### [Data provided]
========================
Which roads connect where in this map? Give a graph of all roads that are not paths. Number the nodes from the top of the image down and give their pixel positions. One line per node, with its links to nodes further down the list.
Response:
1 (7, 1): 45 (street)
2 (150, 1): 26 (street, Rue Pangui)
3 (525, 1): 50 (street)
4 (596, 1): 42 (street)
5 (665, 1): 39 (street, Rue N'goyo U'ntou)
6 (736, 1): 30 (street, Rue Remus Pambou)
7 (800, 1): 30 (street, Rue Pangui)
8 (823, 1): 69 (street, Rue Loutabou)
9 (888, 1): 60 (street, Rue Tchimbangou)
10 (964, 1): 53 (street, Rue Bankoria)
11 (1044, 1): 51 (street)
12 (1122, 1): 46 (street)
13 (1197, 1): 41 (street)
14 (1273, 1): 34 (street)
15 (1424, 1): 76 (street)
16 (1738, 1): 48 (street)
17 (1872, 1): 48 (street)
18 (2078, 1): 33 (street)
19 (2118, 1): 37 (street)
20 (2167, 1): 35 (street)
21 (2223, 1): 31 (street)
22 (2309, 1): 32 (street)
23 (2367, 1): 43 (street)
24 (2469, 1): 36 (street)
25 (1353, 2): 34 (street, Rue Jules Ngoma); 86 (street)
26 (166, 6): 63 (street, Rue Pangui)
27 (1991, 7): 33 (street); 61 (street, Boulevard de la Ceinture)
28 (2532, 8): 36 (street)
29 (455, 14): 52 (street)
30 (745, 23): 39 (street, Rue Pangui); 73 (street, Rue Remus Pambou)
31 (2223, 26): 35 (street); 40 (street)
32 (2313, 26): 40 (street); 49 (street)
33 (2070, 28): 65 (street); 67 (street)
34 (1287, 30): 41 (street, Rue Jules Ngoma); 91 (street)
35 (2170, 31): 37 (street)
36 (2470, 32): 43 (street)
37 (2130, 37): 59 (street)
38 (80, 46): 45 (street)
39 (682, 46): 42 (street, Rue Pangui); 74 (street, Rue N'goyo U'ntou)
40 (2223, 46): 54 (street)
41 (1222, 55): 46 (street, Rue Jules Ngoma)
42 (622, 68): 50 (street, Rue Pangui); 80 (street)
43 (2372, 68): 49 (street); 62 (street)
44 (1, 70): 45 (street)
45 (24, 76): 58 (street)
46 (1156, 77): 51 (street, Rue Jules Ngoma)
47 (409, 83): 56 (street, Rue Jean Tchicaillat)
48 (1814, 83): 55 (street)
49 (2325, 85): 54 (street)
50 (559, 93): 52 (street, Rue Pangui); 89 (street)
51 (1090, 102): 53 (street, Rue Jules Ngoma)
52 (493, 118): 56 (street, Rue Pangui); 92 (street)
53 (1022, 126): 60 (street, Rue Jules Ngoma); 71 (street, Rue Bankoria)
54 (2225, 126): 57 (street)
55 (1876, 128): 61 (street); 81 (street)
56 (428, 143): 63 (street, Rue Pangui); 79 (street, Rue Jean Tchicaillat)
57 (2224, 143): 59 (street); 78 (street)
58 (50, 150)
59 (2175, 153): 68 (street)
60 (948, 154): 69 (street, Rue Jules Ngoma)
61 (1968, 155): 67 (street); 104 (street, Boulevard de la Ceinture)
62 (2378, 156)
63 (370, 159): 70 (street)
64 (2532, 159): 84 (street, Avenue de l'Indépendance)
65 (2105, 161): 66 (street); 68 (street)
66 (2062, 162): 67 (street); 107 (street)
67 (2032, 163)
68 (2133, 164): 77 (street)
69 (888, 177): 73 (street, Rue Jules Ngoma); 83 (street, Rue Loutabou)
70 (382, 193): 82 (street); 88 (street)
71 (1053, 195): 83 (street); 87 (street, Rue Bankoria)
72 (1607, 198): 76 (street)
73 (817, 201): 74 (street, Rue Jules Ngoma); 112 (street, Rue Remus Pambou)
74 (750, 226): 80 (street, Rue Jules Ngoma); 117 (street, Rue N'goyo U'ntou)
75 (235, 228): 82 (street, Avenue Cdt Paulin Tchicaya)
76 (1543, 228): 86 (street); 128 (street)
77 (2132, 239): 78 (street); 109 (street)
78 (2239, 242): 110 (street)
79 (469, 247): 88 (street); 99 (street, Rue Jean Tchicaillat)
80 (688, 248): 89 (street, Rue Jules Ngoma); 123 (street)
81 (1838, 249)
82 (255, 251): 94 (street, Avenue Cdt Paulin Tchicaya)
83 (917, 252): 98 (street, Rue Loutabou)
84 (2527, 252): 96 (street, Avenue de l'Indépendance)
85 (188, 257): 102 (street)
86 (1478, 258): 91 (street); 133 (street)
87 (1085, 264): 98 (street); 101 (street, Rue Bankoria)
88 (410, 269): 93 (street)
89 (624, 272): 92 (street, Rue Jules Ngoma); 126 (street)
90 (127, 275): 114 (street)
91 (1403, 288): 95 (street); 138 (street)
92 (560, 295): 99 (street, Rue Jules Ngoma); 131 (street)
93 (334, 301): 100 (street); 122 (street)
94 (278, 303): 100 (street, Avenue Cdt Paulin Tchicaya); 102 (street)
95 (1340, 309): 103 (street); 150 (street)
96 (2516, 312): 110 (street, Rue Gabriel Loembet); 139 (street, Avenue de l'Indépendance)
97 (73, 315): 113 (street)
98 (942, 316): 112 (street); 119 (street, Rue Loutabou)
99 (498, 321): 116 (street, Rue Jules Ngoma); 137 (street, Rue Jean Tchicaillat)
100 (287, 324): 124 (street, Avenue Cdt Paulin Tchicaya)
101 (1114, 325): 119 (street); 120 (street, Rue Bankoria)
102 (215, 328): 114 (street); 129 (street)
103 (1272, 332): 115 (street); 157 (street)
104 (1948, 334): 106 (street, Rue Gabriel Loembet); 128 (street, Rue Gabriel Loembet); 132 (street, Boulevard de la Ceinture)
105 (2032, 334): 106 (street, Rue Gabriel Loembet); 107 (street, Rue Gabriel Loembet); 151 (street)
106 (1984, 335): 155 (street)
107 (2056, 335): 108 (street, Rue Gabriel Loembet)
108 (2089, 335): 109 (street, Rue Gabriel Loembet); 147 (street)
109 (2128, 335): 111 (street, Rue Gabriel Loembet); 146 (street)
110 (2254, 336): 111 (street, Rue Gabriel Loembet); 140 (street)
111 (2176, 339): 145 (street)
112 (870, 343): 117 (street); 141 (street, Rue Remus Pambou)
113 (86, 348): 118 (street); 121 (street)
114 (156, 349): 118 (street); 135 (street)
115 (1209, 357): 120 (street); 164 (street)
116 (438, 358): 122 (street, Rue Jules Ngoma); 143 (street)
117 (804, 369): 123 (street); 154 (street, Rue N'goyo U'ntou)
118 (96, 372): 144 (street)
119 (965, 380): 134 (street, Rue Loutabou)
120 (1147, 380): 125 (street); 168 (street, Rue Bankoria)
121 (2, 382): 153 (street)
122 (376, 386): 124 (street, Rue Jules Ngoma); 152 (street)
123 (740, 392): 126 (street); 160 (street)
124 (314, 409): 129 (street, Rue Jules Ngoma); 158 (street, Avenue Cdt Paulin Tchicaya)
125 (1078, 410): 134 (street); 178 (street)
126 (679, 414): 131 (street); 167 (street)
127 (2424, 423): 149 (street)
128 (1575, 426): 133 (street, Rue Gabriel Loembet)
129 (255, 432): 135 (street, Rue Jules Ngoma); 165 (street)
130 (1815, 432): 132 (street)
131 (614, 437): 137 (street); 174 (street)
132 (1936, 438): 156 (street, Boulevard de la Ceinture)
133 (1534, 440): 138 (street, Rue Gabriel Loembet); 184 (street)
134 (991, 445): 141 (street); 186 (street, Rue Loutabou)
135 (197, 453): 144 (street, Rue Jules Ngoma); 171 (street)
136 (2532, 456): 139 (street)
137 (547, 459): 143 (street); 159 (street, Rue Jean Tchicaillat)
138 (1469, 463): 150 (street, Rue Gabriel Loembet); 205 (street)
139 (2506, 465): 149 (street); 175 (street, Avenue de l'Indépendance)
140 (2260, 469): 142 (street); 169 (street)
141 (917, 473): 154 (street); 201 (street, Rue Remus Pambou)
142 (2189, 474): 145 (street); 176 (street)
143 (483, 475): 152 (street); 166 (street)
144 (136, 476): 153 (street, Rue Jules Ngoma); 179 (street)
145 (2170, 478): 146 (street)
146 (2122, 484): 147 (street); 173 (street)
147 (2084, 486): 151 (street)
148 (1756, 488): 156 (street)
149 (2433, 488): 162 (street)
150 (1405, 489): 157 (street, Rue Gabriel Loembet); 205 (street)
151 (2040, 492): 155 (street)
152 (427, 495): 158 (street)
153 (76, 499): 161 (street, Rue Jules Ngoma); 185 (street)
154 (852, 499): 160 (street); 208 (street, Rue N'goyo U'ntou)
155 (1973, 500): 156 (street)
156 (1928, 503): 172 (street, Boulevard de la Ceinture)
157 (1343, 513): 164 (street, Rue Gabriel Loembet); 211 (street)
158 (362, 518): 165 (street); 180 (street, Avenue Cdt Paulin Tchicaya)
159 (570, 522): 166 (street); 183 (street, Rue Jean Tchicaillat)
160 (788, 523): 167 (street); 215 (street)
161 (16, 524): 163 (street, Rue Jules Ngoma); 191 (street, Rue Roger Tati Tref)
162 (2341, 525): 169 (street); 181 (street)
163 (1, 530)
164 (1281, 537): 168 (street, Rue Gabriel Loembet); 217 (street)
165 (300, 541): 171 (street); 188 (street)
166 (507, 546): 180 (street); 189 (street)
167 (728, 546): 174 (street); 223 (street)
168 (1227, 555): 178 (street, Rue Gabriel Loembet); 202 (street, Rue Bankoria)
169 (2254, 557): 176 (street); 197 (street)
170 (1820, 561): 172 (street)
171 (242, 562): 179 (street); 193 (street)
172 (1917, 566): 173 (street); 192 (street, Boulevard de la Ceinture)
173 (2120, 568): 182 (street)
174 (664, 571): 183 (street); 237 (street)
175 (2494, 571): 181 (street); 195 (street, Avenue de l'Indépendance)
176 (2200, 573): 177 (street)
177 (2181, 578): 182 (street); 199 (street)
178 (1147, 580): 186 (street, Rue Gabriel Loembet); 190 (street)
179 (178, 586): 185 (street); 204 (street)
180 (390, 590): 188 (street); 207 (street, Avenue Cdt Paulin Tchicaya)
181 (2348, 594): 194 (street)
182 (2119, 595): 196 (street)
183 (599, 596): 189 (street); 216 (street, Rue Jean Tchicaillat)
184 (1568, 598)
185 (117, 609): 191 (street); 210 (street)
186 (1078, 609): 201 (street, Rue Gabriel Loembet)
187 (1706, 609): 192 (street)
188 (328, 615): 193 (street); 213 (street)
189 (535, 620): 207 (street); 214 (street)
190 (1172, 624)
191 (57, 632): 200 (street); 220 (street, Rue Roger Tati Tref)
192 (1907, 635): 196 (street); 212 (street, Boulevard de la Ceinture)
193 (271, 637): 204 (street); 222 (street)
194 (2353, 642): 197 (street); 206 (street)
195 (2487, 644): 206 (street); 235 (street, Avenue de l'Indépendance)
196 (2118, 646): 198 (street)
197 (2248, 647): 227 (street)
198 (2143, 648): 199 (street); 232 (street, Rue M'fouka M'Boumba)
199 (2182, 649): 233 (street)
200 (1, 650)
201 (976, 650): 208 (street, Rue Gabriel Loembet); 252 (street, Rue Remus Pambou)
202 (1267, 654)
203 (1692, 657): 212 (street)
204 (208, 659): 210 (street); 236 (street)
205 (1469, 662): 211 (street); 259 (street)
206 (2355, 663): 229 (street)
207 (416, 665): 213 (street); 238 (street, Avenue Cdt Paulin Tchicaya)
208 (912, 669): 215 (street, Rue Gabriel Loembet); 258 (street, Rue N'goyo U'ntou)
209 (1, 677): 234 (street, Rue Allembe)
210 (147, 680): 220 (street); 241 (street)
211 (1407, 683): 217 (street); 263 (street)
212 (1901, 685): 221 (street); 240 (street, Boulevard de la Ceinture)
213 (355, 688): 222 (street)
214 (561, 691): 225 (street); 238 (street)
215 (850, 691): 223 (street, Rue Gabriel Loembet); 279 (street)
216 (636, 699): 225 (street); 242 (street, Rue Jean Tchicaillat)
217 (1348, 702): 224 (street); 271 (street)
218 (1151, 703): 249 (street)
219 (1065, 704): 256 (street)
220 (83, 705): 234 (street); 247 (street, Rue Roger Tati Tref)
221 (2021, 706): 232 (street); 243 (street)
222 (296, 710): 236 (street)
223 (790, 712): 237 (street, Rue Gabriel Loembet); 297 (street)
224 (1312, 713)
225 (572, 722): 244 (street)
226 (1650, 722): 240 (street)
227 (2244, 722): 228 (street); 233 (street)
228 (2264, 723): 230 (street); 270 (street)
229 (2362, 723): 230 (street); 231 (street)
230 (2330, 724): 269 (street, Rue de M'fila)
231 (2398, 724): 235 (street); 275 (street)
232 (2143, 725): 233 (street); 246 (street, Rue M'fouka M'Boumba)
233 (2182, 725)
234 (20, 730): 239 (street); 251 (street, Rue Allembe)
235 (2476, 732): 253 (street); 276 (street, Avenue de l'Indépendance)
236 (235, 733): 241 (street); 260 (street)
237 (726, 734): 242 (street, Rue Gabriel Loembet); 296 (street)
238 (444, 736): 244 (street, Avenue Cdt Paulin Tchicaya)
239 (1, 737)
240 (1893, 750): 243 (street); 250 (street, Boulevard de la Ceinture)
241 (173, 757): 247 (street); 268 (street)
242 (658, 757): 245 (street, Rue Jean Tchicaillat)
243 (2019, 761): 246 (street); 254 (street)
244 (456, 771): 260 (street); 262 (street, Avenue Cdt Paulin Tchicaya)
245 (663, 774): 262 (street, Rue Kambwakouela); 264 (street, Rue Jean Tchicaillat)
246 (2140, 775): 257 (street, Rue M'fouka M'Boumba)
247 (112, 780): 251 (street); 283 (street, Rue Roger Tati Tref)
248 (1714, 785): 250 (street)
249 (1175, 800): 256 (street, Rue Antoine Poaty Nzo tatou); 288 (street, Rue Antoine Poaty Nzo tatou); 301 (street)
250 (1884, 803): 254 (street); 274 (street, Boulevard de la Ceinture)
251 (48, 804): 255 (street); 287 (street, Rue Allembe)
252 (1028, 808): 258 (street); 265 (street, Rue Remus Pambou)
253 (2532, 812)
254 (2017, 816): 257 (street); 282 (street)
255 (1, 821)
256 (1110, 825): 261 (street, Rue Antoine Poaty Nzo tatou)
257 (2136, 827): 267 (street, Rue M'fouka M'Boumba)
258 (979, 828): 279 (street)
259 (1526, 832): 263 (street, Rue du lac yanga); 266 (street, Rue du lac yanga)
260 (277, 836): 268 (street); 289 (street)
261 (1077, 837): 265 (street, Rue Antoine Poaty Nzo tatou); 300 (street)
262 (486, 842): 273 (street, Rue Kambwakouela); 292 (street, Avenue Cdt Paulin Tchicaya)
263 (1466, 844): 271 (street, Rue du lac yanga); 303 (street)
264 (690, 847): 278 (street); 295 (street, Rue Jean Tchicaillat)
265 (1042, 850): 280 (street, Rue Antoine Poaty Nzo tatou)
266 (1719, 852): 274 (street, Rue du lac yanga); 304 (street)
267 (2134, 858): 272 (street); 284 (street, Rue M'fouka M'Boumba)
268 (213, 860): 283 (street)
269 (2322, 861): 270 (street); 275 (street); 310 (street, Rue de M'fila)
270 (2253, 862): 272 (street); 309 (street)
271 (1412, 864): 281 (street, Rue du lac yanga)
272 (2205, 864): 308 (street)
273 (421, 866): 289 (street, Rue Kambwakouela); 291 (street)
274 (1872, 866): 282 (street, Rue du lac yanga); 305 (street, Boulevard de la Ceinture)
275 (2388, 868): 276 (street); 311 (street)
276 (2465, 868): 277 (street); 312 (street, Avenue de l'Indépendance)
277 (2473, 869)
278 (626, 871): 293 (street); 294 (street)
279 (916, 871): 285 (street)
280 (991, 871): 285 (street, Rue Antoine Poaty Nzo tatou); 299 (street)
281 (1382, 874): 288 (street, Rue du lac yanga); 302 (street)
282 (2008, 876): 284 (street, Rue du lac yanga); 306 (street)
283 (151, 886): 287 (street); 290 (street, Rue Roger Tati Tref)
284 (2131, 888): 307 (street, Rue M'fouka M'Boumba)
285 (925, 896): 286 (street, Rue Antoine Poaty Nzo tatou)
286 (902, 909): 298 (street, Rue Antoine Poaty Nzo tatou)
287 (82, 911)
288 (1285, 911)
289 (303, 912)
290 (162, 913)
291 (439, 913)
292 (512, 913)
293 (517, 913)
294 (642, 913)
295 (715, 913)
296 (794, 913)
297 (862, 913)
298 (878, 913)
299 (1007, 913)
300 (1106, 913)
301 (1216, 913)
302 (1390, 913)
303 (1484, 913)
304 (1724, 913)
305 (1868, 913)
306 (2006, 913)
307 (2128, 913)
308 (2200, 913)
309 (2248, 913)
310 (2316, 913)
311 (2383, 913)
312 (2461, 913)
========================
### [Exercise requirements]
If a line in the data above holds the string "Jean", report that line.

### [Answer box]
47 (409, 83): 56 (street, Rue Jean Tchicaillat)
56 (428, 143): 63 (street, Rue Pangui); 79 (street, Rue Jean Tchicaillat)
79 (469, 247): 88 (street); 99 (street, Rue Jean Tchicaillat)
99 (498, 321): 116 (street, Rue Jules Ngoma); 137 (street, Rue Jean Tchicaillat)
137 (547, 459): 143 (street); 159 (street, Rue Jean Tchicaillat)
159 (570, 522): 166 (street); 183 (street, Rue Jean Tchicaillat)
183 (599, 596): 189 (street); 216 (street, Rue Jean Tchicaillat)
216 (636, 699): 225 (street); 242 (street, Rue Jean Tchicaillat)
242 (658, 757): 245 (street, Rue Jean Tchicaillat)
245 (663, 774): 262 (street, Rue Kambwakouela); 264 (street, Rue Jean Tchicaillat)
264 (690, 847): 278 (street); 295 (street, Rue Jean Tchicaillat)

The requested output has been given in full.